Not much is left of that era; most everything is pretty condo buildings and storefront business and restaurants — but there is Sandmeyer’s Books. It’s a snuggly, warm bookshop and though I have promised myself that I cannot, shall not buy any more books until I read all the books I have, I should go give Sandmeyer’s Books some money because I don’t want it to go away. I’ll go there tomorrow and let you know what I buy.
Claus and I passed by the bookshop today and smiled when we saw the most adorable child in the Milky Way. She was maybe four. Cute little cap with blonde hair poking out. Nice warm jacket. And she had a book in a Sandmeyer’s Bookstore bag clutched to her chest. I was enchanted. Kids with books, man; they could steal my purse and I’d tell them to go have fun and be careful. In a very friendly-not-weird way, I stopped and said “Well, hello there! Did you get a book today?”
The girl looked up at me with big blue eyes. Her nanny said, “She found a ten-dollar bill on the street.”
If I found ten bucks on the street, I would freak out. I said to the little girl that that was really cool and very lucky. And she wanted a book, eh? Her nanny nodded and told me the little girl was going to give the rest of the money to her mommy and daddy. Yeah, right.

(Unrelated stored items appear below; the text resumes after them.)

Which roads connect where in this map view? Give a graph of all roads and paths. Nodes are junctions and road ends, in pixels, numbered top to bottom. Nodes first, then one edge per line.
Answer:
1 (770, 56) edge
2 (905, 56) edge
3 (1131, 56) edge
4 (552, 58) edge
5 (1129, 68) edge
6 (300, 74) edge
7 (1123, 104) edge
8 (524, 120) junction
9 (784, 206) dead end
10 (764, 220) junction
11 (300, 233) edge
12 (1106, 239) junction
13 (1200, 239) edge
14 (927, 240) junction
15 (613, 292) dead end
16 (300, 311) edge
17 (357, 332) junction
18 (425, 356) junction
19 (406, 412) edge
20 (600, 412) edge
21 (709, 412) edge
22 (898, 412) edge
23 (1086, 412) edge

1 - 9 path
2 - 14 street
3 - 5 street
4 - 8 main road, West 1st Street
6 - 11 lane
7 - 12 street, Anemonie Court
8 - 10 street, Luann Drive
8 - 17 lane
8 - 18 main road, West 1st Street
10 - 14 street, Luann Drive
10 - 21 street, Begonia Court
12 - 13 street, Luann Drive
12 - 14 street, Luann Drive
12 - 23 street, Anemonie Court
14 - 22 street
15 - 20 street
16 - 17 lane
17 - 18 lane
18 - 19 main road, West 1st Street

“And what book did you get little Miss?” I asked.
Her nanny helped produce the book. It was Home for a Bunny, a Big Little Golden Book by Margaret Wise Brown. A favorite of mine as a child and for my sisters, too. I told the little girl she had made a excellent choice. Claus and I waved goodbye and headed home, past old Dearborn Station, which was a passenger train hub from 1885 to 1971. Many, many people arrived in Chicago through that station; plenty of them bought their first book in this city.